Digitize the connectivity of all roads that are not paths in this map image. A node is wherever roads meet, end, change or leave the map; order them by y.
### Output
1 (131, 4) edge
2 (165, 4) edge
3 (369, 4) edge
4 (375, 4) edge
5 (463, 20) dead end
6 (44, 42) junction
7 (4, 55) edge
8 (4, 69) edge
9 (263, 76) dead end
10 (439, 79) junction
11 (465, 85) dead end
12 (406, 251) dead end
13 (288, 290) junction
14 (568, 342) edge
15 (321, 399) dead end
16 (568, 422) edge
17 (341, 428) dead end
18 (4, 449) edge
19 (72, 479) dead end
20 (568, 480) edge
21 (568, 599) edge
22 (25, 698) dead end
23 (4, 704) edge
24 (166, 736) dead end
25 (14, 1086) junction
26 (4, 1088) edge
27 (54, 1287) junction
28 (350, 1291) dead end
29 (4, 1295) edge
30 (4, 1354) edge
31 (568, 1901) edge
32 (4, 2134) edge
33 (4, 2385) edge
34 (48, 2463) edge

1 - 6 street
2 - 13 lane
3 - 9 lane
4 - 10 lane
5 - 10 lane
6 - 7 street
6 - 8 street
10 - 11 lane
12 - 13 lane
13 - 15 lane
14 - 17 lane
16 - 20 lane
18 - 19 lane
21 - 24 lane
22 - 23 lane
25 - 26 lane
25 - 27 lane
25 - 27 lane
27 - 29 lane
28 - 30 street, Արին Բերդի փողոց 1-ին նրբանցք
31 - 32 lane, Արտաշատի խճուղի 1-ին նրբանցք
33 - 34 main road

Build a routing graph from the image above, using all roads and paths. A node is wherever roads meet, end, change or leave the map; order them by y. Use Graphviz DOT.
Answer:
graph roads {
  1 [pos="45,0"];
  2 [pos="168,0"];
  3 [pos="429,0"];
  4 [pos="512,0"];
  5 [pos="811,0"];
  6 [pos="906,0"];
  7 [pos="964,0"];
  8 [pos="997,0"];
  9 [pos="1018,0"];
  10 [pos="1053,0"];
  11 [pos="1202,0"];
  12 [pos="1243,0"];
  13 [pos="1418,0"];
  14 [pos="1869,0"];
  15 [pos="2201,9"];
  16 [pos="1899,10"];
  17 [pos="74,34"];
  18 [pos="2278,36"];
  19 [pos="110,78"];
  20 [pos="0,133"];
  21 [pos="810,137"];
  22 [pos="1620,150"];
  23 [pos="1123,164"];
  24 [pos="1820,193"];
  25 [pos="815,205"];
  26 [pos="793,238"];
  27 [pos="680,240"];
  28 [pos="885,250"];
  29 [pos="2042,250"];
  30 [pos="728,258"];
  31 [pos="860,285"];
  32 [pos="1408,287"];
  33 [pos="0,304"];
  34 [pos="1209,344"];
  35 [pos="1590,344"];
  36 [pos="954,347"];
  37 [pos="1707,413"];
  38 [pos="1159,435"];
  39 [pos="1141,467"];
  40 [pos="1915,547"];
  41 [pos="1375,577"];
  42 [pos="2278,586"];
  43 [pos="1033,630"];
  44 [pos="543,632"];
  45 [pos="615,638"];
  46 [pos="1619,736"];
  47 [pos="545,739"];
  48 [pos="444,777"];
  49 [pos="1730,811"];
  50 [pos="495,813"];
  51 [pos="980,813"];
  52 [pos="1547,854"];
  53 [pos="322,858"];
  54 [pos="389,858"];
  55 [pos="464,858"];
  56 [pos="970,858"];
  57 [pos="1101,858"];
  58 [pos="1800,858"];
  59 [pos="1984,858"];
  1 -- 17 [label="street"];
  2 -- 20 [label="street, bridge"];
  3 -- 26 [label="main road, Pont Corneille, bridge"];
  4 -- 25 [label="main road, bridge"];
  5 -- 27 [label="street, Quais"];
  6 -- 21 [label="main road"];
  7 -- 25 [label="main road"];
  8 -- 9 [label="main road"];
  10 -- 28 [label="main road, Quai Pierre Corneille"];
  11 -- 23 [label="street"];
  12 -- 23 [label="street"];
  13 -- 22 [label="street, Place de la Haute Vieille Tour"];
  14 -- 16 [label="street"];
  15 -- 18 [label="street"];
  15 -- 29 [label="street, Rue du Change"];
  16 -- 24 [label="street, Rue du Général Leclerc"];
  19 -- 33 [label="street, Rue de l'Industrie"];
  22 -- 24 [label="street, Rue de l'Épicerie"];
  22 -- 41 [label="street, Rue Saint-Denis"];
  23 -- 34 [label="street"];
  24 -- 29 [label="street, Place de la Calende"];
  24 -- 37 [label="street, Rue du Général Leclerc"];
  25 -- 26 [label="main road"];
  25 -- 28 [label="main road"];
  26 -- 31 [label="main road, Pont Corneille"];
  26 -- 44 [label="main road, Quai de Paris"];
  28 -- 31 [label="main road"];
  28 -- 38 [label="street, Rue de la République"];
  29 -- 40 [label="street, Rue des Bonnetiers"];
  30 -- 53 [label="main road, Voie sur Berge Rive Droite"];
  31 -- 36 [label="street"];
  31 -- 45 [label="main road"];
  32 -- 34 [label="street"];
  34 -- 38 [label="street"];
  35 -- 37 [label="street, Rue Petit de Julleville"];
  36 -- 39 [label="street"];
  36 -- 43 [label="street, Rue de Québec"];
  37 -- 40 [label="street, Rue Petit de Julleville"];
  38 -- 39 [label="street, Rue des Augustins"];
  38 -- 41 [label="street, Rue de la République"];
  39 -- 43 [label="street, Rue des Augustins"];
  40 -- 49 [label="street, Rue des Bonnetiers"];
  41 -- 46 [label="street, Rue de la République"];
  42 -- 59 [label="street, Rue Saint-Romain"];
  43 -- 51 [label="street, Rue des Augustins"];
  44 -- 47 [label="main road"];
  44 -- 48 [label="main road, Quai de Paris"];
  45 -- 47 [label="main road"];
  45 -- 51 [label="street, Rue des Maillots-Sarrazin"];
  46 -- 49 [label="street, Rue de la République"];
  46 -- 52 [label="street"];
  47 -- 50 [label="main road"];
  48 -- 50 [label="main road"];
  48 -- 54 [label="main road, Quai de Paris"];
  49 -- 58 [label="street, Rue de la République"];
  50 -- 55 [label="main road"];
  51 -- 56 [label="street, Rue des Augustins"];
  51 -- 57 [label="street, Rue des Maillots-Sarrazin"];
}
|---|
**EXERCISE OBJECTIVE**
What lines above hold the word "Petit"? List them all.

**SOLUTION FOR THIS PROBLEM**
  35 -- 37 [label="street, Rue Petit de Julleville"];
  37 -- 40 [label="street, Rue Petit de Julleville"];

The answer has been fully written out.